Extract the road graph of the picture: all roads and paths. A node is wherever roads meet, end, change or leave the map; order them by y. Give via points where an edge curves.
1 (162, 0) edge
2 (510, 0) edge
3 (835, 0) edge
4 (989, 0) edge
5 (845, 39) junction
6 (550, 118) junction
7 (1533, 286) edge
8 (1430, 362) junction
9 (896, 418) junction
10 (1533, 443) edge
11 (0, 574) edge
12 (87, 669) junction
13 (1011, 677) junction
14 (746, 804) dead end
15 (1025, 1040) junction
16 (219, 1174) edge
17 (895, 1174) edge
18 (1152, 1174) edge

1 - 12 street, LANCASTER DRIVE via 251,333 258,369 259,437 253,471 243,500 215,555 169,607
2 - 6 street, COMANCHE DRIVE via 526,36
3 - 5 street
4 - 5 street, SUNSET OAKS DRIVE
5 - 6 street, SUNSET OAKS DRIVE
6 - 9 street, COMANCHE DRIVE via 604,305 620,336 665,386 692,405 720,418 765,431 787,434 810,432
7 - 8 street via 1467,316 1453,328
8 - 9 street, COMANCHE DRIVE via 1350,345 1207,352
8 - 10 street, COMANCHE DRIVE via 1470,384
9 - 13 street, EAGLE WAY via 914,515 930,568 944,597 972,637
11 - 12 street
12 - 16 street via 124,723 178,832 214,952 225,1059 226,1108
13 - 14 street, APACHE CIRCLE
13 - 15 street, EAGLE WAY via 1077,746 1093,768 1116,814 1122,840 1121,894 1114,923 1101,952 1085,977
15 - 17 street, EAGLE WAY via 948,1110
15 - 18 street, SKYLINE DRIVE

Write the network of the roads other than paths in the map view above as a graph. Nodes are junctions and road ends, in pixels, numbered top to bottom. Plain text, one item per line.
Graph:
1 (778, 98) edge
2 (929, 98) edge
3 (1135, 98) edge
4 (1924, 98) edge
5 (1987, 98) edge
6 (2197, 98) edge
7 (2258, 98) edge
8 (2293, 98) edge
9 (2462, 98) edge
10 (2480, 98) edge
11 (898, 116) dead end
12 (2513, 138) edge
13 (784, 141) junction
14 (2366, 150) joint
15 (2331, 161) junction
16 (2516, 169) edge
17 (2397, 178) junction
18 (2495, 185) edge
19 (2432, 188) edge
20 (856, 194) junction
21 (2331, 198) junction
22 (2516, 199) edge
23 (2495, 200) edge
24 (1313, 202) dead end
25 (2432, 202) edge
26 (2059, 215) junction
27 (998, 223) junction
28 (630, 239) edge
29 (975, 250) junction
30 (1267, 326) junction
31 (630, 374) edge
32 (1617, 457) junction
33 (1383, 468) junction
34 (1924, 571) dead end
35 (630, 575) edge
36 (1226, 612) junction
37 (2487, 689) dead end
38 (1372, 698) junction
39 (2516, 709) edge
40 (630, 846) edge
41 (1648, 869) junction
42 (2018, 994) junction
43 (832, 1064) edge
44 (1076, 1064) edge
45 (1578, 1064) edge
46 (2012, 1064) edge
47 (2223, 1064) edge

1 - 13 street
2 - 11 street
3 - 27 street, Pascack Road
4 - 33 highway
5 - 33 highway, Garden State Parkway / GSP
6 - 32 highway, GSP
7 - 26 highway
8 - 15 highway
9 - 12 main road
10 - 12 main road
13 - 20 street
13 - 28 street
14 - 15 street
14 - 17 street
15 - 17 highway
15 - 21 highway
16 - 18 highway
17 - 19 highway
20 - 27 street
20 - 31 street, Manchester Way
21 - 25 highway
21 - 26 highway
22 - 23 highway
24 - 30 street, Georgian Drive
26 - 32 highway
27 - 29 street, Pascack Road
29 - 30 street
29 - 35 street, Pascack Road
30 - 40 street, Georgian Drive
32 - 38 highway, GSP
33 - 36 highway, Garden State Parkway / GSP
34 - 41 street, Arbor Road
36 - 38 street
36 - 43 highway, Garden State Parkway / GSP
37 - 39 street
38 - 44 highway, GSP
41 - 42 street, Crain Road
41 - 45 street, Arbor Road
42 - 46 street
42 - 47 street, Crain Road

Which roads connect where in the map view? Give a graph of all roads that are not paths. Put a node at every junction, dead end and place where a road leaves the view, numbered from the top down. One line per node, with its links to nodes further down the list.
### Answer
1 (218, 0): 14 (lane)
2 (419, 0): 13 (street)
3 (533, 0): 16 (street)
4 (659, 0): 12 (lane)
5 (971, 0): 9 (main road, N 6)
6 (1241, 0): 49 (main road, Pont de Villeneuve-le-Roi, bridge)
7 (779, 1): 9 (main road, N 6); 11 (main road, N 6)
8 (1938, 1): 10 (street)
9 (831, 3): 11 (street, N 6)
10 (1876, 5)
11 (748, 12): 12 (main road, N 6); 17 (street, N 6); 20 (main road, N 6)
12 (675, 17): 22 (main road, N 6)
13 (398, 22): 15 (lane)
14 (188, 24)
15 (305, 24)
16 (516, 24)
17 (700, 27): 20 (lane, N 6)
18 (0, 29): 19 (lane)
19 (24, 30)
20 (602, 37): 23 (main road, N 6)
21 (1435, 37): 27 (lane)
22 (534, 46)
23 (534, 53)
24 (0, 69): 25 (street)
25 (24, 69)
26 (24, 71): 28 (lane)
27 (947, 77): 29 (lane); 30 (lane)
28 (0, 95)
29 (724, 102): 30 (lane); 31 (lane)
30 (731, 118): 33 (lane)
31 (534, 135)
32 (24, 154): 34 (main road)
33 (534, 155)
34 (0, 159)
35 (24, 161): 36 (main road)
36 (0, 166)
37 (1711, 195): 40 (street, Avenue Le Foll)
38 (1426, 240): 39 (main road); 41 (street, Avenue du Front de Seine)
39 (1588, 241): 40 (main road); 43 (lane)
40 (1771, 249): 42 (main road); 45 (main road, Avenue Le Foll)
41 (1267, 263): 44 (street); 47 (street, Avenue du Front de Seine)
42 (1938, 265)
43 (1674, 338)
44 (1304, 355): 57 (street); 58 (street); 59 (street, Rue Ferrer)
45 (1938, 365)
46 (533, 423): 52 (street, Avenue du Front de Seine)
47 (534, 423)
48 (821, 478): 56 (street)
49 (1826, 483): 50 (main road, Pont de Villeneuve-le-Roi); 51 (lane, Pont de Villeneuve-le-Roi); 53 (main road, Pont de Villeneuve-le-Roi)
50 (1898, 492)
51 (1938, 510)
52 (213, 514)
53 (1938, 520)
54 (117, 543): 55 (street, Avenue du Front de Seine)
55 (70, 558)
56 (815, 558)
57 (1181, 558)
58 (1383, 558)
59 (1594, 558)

────────────────

- Exercise directions
The output should be a character-exact copy of all entries.

- Task solution
Extract the road graph of the picture: all roads and paths. A node is wherever roads meet, end, change or leave the map; order them by y. Give via points where an edge curves.
1 (162, 0) edge
2 (510, 0) edge
3 (835, 0) edge
4 (989, 0) edge
5 (845, 39) junction
6 (550, 118) junction
7 (1533, 286) edge
8 (1430, 362) junction
9 (896, 418) junction
10 (1533, 443) edge
11 (0, 574) edge
12 (87, 669) junction
13 (1011, 677) junction
14 (746, 804) dead end
15 (1025, 1040) junction
16 (219, 1174) edge
17 (895, 1174) edge
18 (1152, 1174) edge

1 - 12 street, LANCASTER DRIVE via 251,333 258,369 259,437 253,471 243,500 215,555 169,607
2 - 6 street, COMANCHE DRIVE via 526,36
3 - 5 street
4 - 5 street, SUNSET OAKS DRIVE
5 - 6 street, SUNSET OAKS DRIVE
6 - 9 street, COMANCHE DRIVE via 604,305 620,336 665,386 692,405 720,418 765,431 787,434 810,432
7 - 8 street via 1467,316 1453,328
8 - 9 street, COMANCHE DRIVE via 1350,345 1207,352
8 - 10 street, COMANCHE DRIVE via 1470,384
9 - 13 street, EAGLE WAY via 914,515 930,568 944,597 972,637
11 - 12 street
12 - 16 street via 124,723 178,832 214,952 225,1059 226,1108
13 - 14 street, APACHE CIRCLE
13 - 15 street, EAGLE WAY via 1077,746 1093,768 1116,814 1122,840 1121,894 1114,923 1101,952 1085,977
15 - 17 street, EAGLE WAY via 948,1110
15 - 18 street, SKYLINE DRIVE

Write the network of the roads other than paths in the map view above as a graph. Nodes are junctions and road ends, in pixels, numbered top to bottom. Plain text, one item per line.
Graph:
1 (778, 98) edge
2 (929, 98) edge
3 (1135, 98) edge
4 (1924, 98) edge
5 (1987, 98) edge
6 (2197, 98) edge
7 (2258, 98) edge
8 (2293, 98) edge
9 (2462, 98) edge
10 (2480, 98) edge
11 (898, 116) dead end
12 (2513, 138) edge
13 (784, 141) junction
14 (2366, 150) joint
15 (2331, 161) junction
16 (2516, 169) edge
17 (2397, 178) junction
18 (2495, 185) edge
19 (2432, 188) edge
20 (856, 194) junction
21 (2331, 198) junction
22 (2516, 199) edge
23 (2495, 200) edge
24 (1313, 202) dead end
25 (2432, 202) edge
26 (2059, 215) junction
27 (998, 223) junction
28 (630, 239) edge
29 (975, 250) junction
30 (1267, 326) junction
31 (630, 374) edge
32 (1617, 457) junction
33 (1383, 468) junction
34 (1924, 571) dead end
35 (630, 575) edge
36 (1226, 612) junction
37 (2487, 689) dead end
38 (1372, 698) junction
39 (2516, 709) edge
40 (630, 846) edge
41 (1648, 869) junction
42 (2018, 994) junction
43 (832, 1064) edge
44 (1076, 1064) edge
45 (1578, 1064) edge
46 (2012, 1064) edge
47 (2223, 1064) edge

1 - 13 street
2 - 11 street
3 - 27 street, Pascack Road
4 - 33 highway
5 - 33 highway, Garden State Parkway / GSP
6 - 32 highway, GSP
7 - 26 highway
8 - 15 highway
9 - 12 main road
10 - 12 main road
13 - 20 street
13 - 28 street
14 - 15 street
14 - 17 street
15 - 17 highway
15 - 21 highway
16 - 18 highway
17 - 19 highway
20 - 27 street
20 - 31 street, Manchester Way
21 - 25 highway
21 - 26 highway
22 - 23 highway
24 - 30 street, Georgian Drive
26 - 32 highway
27 - 29 street, Pascack Road
29 - 30 street
29 - 35 street, Pascack Road
30 - 40 street, Georgian Drive
32 - 38 highway, GSP
33 - 36 highway, Garden State Parkway / GSP
34 - 41 street, Arbor Road
36 - 38 street
36 - 43 highway, Garden State Parkway / GSP
37 - 39 street
38 - 44 highway, GSP
41 - 42 street, Crain Road
41 - 45 street, Arbor Road
42 - 46 street
42 - 47 street, Crain Road

Which roads connect where in the map view? Give a graph of all roads that are not paths. Put a node at every junction, dead end and place where a road leaves the view, numbered from the top down. One line per node, with its links to nodes further down the list.
### Answer
1 (218, 0): 14 (lane)
2 (419, 0): 13 (street)
3 (533, 0): 16 (street)
4 (659, 0): 12 (lane)
5 (971, 0): 9 (main road, N 6)
6 (1241, 0): 49 (main road, Pont de Villeneuve-le-Roi, bridge)
7 (779, 1): 9 (main road, N 6); 11 (main road, N 6)
8 (1938, 1): 10 (street)
9 (831, 3): 11 (street, N 6)
10 (1876, 5)
11 (748, 12): 12 (main road, N 6); 17 (street, N 6); 20 (main road, N 6)
12 (675, 17): 22 (main road, N 6)
13 (398, 22): 15 (lane)
14 (188, 24)
15 (305, 24)
16 (516, 24)
17 (700, 27): 20 (lane, N 6)
18 (0, 29): 19 (lane)
19 (24, 30)
20 (602, 37): 23 (main road, N 6)
21 (1435, 37): 27 (lane)
22 (534, 46)
23 (534, 53)
24 (0, 69): 25 (street)
25 (24, 69)
26 (24, 71): 28 (lane)
27 (947, 77): 29 (lane); 30 (lane)
28 (0, 95)
29 (724, 102): 30 (lane); 31 (lane)
30 (731, 118): 33 (lane)
31 (534, 135)
32 (24, 154): 34 (main road)
33 (534, 155)
34 (0, 159)
35 (24, 161): 36 (main road)
36 (0, 166)
37 (1711, 195): 40 (street, Avenue Le Foll)
38 (1426, 240): 39 (main road); 41 (street, Avenue du Front de Seine)
39 (1588, 241): 40 (main road); 43 (lane)
40 (1771, 249): 42 (main road); 45 (main road, Avenue Le Foll)
41 (1267, 263): 44 (street); 47 (street, Avenue du Front de Seine)
42 (1938, 265)
43 (1674, 338)
44 (1304, 355): 57 (street); 58 (street); 59 (street, Rue Ferrer)
45 (1938, 365)
46 (533, 423): 52 (street, Avenue du Front de Seine)
47 (534, 423)
48 (821, 478): 56 (street)
49 (1826, 483): 50 (main road, Pont de Villeneuve-le-Roi); 51 (lane, Pont de Villeneuve-le-Roi); 53 (main road, Pont de Villeneuve-le-Roi)
50 (1898, 492)
51 (1938, 510)
52 (213, 514)
53 (1938, 520)
54 (117, 543): 55 (street, Avenue du Front de Seine)
55 (70, 558)
56 (815, 558)
57 (1181, 558)
58 (1383, 558)
59 (1594, 558)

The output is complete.